Unrealiable Preachers?

May 25, 2023 | Jim Angehr

My apologies for having spent more time away from my blog desk than planned, everyone. Been busy!

Still, let’s circle back around to what I last wrote in this space. Perhaps a trifle of a question, but a book on writing by author Elena Ferrante has posited that when she puts pen to paper, it’s no longer she who is doing the writing:
What writing captures doesn’t pass through the sieve of a singular “I,” solidly planted in everyday life, but it is twenty people, that is, a number thrown out there to say: when I write, I don’t now even know who I am.

How fascinating! And as I think about it, other authors have mused and acted similarly through the years. Saul Bellow, for example, was (in)famous for taking friends and acquaintances of his and writing them as characters into his novels. Apparently, Bellow would change their names, but that’s about it! As those comrades discovered versions of themselves on the page, they weren’t too happy with old Saul.

Point being here, though, that Bellow would assume the personalities and voices of other people as he crafted different characters. Effectively, Bellow isn’t Bellow anymore whenever he constructs different characters.

More recently, Haruki Murakami is on record in his 2022 Novelist as Vocation with a different tack. All of the people in Murakami’s novels are, after a fashion, Murakami: he divides himself between different principals and goes from there. Everyone in a Murakami novel contains different shards of the author. (Recall from my last post that for Ferrante in In the Margins, she references Virginia Wolff and observes, “The 'I' who writes seriously is twenty people, a hypersensitive plurality concentrated in the hand provided with the pen.” The idea of writer as “hypersensitive plurality” may get at Murakami's method.)

“All fine and good,” you say, “but what about the humble preacher?” When I preach, am I Jim, or not Jim?

At many levels, yes and of course, I preach as Jim and not, e.g., as Bob. For better or for worse, even, I put more of my personality into my sermons than most other preachers might. Just this past Sunday, for example, I began the sermon by talking about how my dropping off my oldest child at college for the first time sparked a mini-midlife crisis in me last fall. Try plagiarizing that, Pastor X!

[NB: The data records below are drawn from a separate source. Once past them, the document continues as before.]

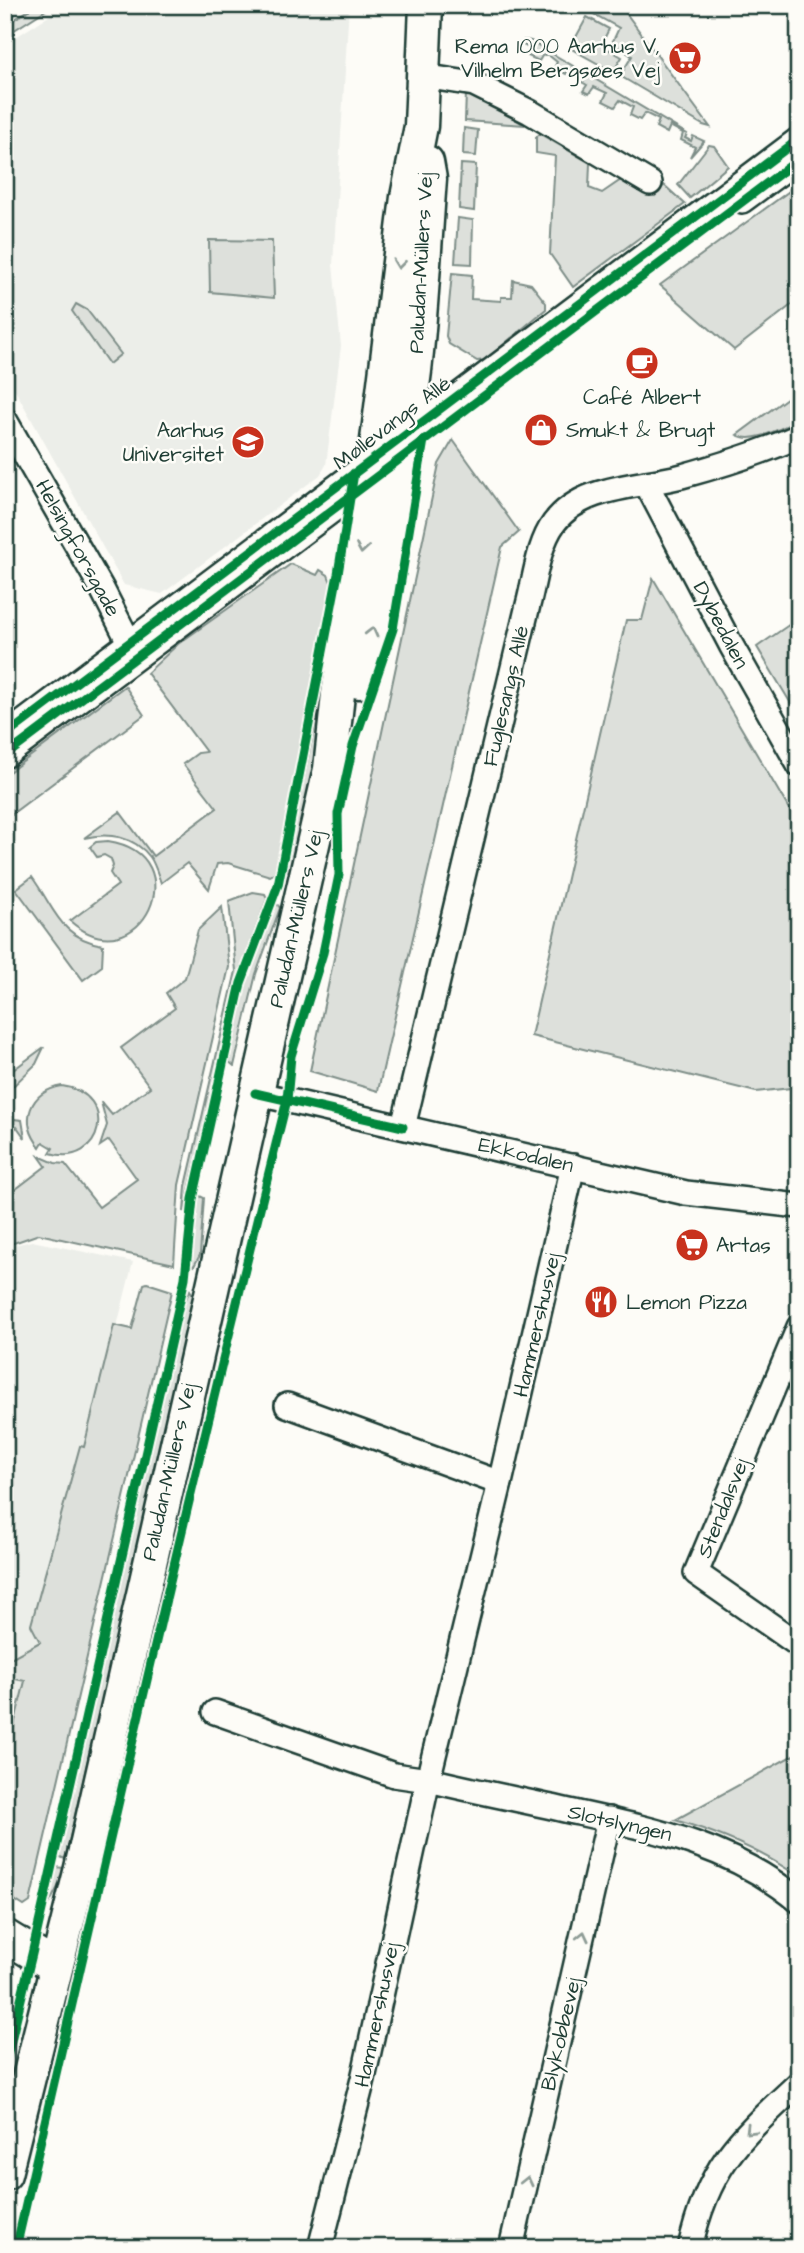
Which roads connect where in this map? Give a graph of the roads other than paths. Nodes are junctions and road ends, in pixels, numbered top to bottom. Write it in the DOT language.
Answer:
graph roads {
  1 [pos="426,5"];
  2 [pos="423,76"];
  3 [pos="799,139"];
  4 [pos="799,159"];
  5 [pos="650,183"];
  6 [pos="5,419"];
  7 [pos="799,436"];
  8 [pos="389,458"];
  9 [pos="646,483"];
  10 [pos="129,642"];
  11 [pos="5,736"];
  12 [pos="5,756"];
  13 [pos="799,765"];
  14 [pos="255,1093"];
  15 [pos="403,1128"];
  16 [pos="573,1166"];
  17 [pos="799,1206"];
  18 [pos="799,1327"];
  19 [pos="287,1405"];
  20 [pos="500,1483"];
  21 [pos="799,1645"];
  22 [pos="215,1712"];
  23 [pos="428,1780"];
  24 [pos="609,1819"];
  25 [pos="799,1901"];
  26 [pos="5,1936"];
  27 [pos="56,1967"];
  28 [pos="799,2083"];
  29 [pos="5,2174"];
  30 [pos="320,2248"];
  31 [pos="511,2248"];
  32 [pos="690,2248"];
  1 -- 2 [label="street, Paludan-Müllers Vej"];
  2 -- 5 [label="street"];
  2 -- 8 [label="street, Paludan-Müllers Vej"];
  3 -- 8 [label="street, Møllevangs Allé"];
  4 -- 8 [label="street, Møllevangs Allé"];
  6 -- 10 [label="street, Helsingforsgade"];
  7 -- 9 [label="street, Fuglesangs Allé"];
  8 -- 10 [label="street, Møllevangs Allé"];
  8 -- 12 [label="street, Møllevangs Allé"];
  8 -- 14 [label="street, Paludan-Müllers Vej"];
  9 -- 13 [label="street, Dybedalen"];
  9 -- 15 [label="street, Fuglesangs Allé"];
  10 -- 11 [label="street, Møllevangs Allé"];
  14 -- 15 [label="street, Ekkodalen"];
  14 -- 27 [label="street, Paludan-Müllers Vej"];
  15 -- 16 [label="street, Ekkodalen"];
  16 -- 17 [label="street, Ekkodalen"];
  16 -- 20 [label="street, Hammershusvej"];
  18 -- 21 [label="street, Stendalsvej"];
  19 -- 20 [label="street"];
  20 -- 23 [label="street, Hammershusvej"];
  22 -- 23 [label="street"];
  23 -- 24 [label="street, Slotslyngen"];
  23 -- 30 [label="street, Hammershusvej"];
  24 -- 25 [label="street, Slotslyngen"];
  31 -- 24 [label="street, Blykobbevej, one-way"];
  26 -- 27 [label="street"];
  27 -- 29 [label="street, Paludan-Müllers Vej"];
  28 -- 32 [label="street, one-way"];
}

On the other hand, it’s probably the case that preaching requires a balance. I need to preach as myself, but also not as myself, and in a couple of different ways. For one, while I don’t want to put myself to sleep with my own sermons, it would be both unwise and impossible for me to deliver the exact sort of sermons that I would want to hear. Because I’m me, and you’re not!

Moreover, it’s healthy for preachers to try and imagine how various people of different backgrounds and experiences than themselves would tend to hear a particular bible passage or message. Otherwise, as the saying goes, we’re just preaching to the personal choirs. As a result, I’ll often ask myself the question, “What would people with certain particular sets of histories want or need to hear in this sermon, and how might I speak into those things in an authentic way?” Being able to shade in those directions might not be completely different from construing an author as "hypersensitive plurality."

Then there’s the dangerous part. I don’t believe that there’s ever been a sermon I’ve preached where I was faking it, but there have certainly been seasons in which I’ve delivered messages when my own spiritual journey has been waxing or, worse, waning. Engaging in preaching when one’s faith is at a relatively low ebb is risky business for the soul. I’m not sure if there’s an equivalent peril for an author.

Finally, however––and this might be the best part about my vocation––preaching is less about the author and more about the audience. The ultimate hearer of every sermon ever preached is our triune God himself. Keeping this in mind helps me to stay honest, humble, and hopeful. Schlemiel that I may be, and however I may divide for sermonic purposes my own voice and self, Lord, let the words of my mouth, and the meditations of my heart, be acceptable in your sight, my rock and my redeemer.